Aterrados que estamos nas bebidas, aproveite-se para dizer que às vezes as virtudes dos amigos são muito pouco óbvias, um pouco como os recônditos sabores de alguns néctares. Digamo-lo sem comparações: todos nós temos amigos insuportáveis. Insuportáveis para o comum dos mortais, claro. E, sabemo-lo, um amigo é o incomum dos mortais. O que obriga a um esforço quase santo de atenção, de procura e de, virtude das virtudes, paciência. Que vale sempre a pena, reconheça-se. Pode parecer uma metáfora barata, a puxar à ocasião, mas faz todo o sentido: saber usufruir as virtudes de um amigo é como saber provar um vinho superior, daqueles com sabores menos óbvios, só detectáveis pelas provas persistentes de um especialista. Mesmo um amigo muito defeituoso (à primeira vista um autêntico carrascão) poderá ter virtudes escondidas, possivelmente só detectáveis ao fim de algum tempo de convívio e regabofe. Sim, diz com razão o lugar-comum que a amizade é como um bom vinho. Mas não é só por causa do factor tempo que isso acontece - também é por causa da forma como se usa esse factor tempo. Desta possibilidade de fazer a pesquisa, nos guichets e arquivos das almas, daquilo que as relações superficiais nunca podem topar.

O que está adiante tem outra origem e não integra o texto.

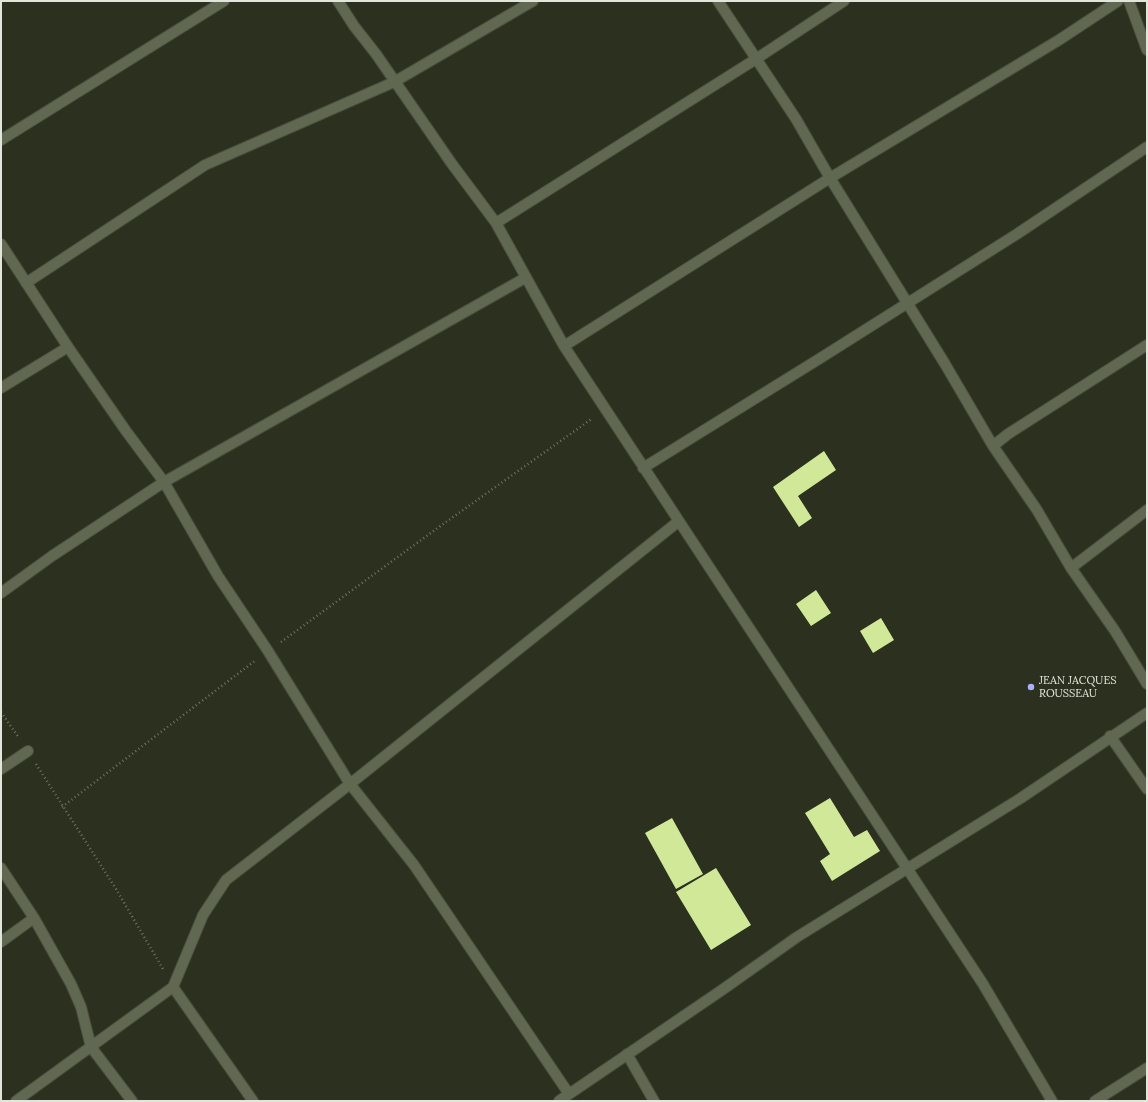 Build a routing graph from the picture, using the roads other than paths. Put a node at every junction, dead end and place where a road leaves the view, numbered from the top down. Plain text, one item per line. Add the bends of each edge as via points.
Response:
1 (224, 1) edge
2 (338, 1) edge
3 (533, 1) edge
4 (718, 1) edge
5 (844, 1) edge
6 (1118, 1) edge
7 (1129, 1) edge
8 (1147, 50) edge
9 (756, 59) junction
10 (394, 82) junction
11 (1, 140) edge
12 (1147, 147) edge
13 (830, 178) junction
14 (496, 224) junction
15 (1, 244) edge
16 (525, 278) junction
17 (26, 283) junction
18 (907, 304) junction
19 (1147, 345) edge
20 (564, 346) junction
21 (68, 347) junction
22 (1, 388) edge
23 (993, 446) junction
24 (644, 468) junction
25 (164, 482) junction
26 (1147, 510) edge
27 (679, 521) junction
28 (1072, 568) junction
29 (1, 593) edge
30 (1147, 684) edge
31 (1147, 713) edge
32 (1110, 736) junction
33 (28, 751) road end
34 (1, 769) edge
35 (350, 784) junction
36 (1147, 790) edge
37 (1, 868) edge
38 (907, 869) junction
39 (34, 918) junction
40 (1, 942) edge
41 (173, 987) junction
42 (91, 1047) junction
43 (627, 1054) junction
44 (1147, 1068) edge
45 (569, 1094) junction
46 (16, 1101) edge
47 (132, 1101) edge
48 (253, 1101) edge
49 (559, 1101) edge
50 (654, 1101) edge
51 (1052, 1101) edge
52 (1095, 1101) edge

1 - 11 street
2 - 10 street
3 - 10 street
4 - 9 street
5 - 9 street
6 - 13 street
7 - 8 street
9 - 13 street via 796,119
9 - 14 street
10 - 14 street
10 - 17 street via 205,165
12 - 18 street
13 - 18 street
13 - 20 street
14 - 16 street
15 - 17 street
16 - 20 street
16 - 25 street
17 - 21 street
18 - 23 street
18 - 24 street
19 - 23 street
20 - 24 street
21 - 22 street
21 - 25 street
23 - 28 street via 1037,510
24 - 27 street
25 - 29 street
25 - 35 street via 218,576 268,651
26 - 28 street
27 - 35 street
27 - 38 street
28 - 30 street
31 - 32 street
32 - 36 street
32 - 38 street via 1021,798
33 - 34 street
35 - 41 street via 226,880 203,915
35 - 45 street via 414,865
37 - 39 street
38 - 43 street via 797,937
38 - 51 street via 983,984
39 - 40 street
39 - 42 street via 71,984 81,1007
41 - 42 street
41 - 48 street
42 - 46 street
42 - 47 street
43 - 45 street
43 - 50 street
44 - 52 street
45 - 49 street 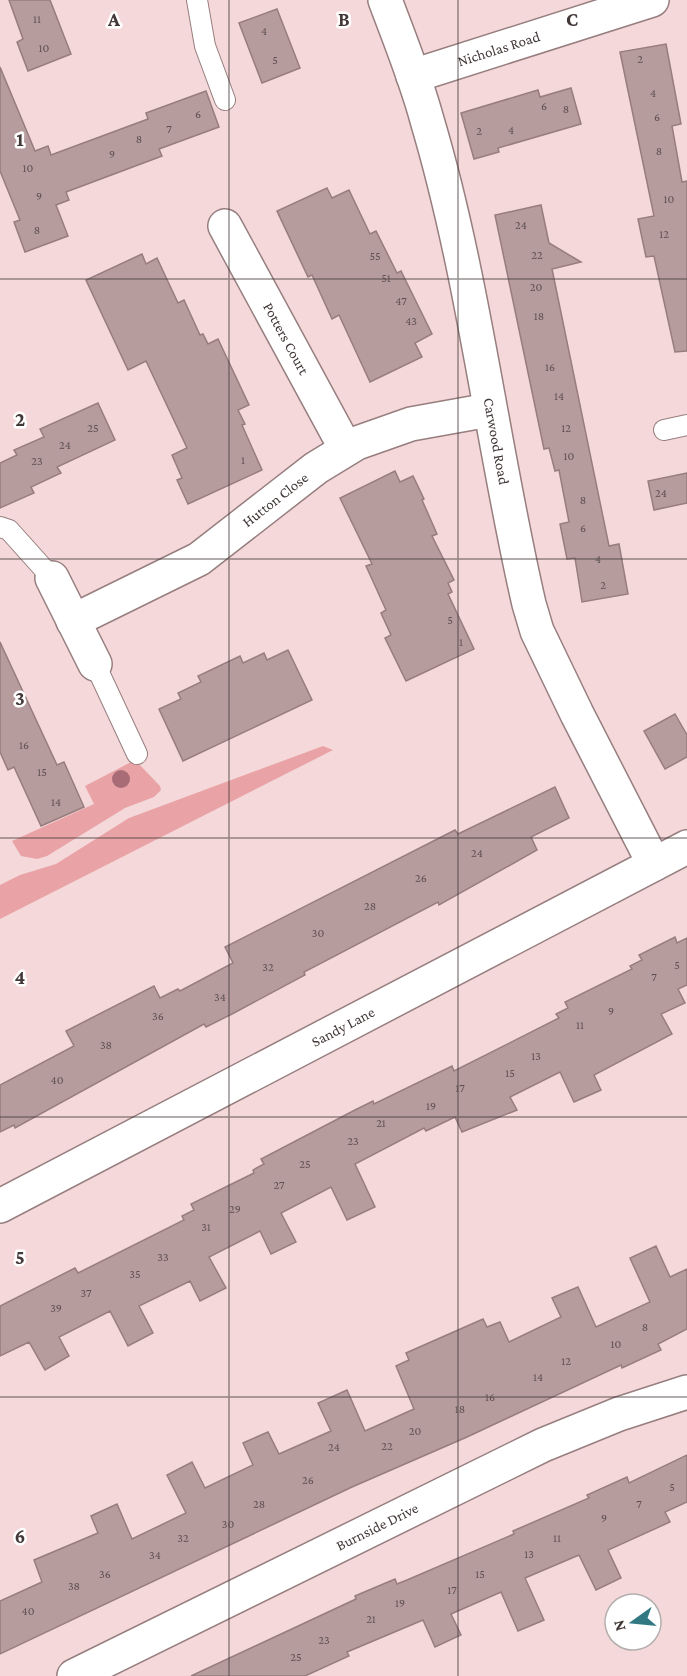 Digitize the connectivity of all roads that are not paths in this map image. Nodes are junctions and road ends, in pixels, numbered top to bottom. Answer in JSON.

Há, sim, há verdadeiros enólogos da amizade, João Paulos Martins do companheirismo – e é para esse estatuto que, permitam-me a normatividade, se deve caminhar. São aqueles que conseguem passar a zona da resistência e do medo em aceitar as virtudes dos amigos para depois irem, em cada investida, procurando o melhor dos outros e fazer questão de dizê-lo – cantando, dançando, sapateando - a toda a gente. Eu aproveito o meu tempo de antena para dizer que o Luís, quando é bom, é muito bom. Que o João, além de ser um dos maiores escritores vivos, é capaz de ir ter sempre com um amigo em apuros, às quatro da manhã se for preciso. E que o André é dos maus feitios mais generosos do universo. E pronto, já chega. Já fiz o trabalhinho de casa. Para a próxima tento elogiar mais.